• _Source data_:
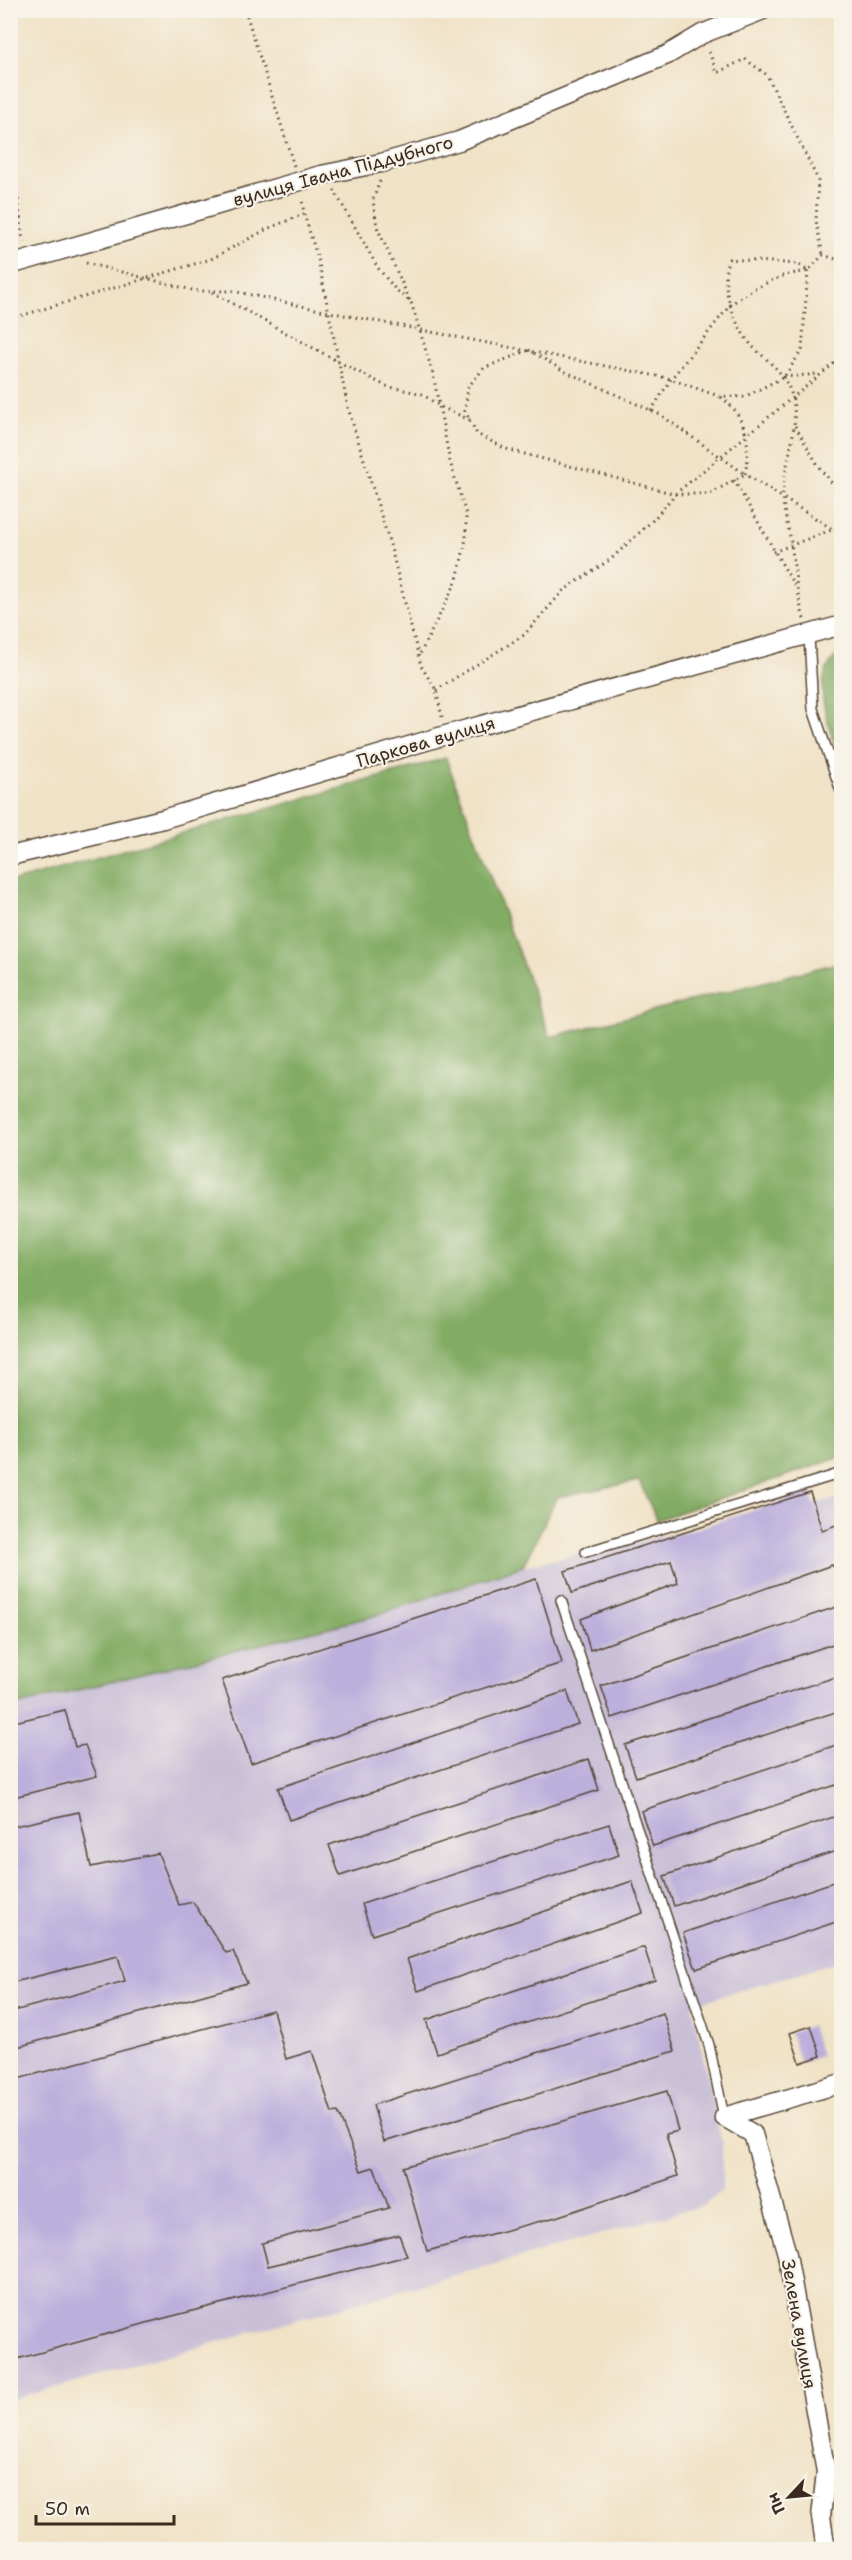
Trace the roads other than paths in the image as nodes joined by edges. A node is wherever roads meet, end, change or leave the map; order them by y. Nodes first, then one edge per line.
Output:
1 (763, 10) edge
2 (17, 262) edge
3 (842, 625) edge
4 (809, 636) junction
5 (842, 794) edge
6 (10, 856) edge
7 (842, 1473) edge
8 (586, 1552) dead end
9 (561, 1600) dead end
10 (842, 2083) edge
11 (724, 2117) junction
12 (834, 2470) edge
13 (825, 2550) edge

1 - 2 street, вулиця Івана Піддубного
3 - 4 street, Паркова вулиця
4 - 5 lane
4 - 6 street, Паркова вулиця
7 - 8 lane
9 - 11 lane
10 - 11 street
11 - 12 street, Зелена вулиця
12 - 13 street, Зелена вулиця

• _Goal of the exercise_:
Skipping all pictures, set the listing down exactly as written.

• _Output of the task_:
Trace the roads other than paths in the image as nodes joined by edges. A node is wherever roads meet, end, change or leave the map; order them by y. Nodes first, then one edge per line.
Output:
1 (763, 10) edge
2 (17, 262) edge
3 (842, 625) edge
4 (809, 636) junction
5 (842, 794) edge
6 (10, 856) edge
7 (842, 1473) edge
8 (586, 1552) dead end
9 (561, 1600) dead end
10 (842, 2083) edge
11 (724, 2117) junction
12 (834, 2470) edge
13 (825, 2550) edge

1 - 2 street, вулиця Івана Піддубного
3 - 4 street, Паркова вулиця
4 - 5 lane
4 - 6 street, Паркова вулиця
7 - 8 lane
9 - 11 lane
10 - 11 street
11 - 12 street, Зелена вулиця
12 - 13 street, Зелена вулиця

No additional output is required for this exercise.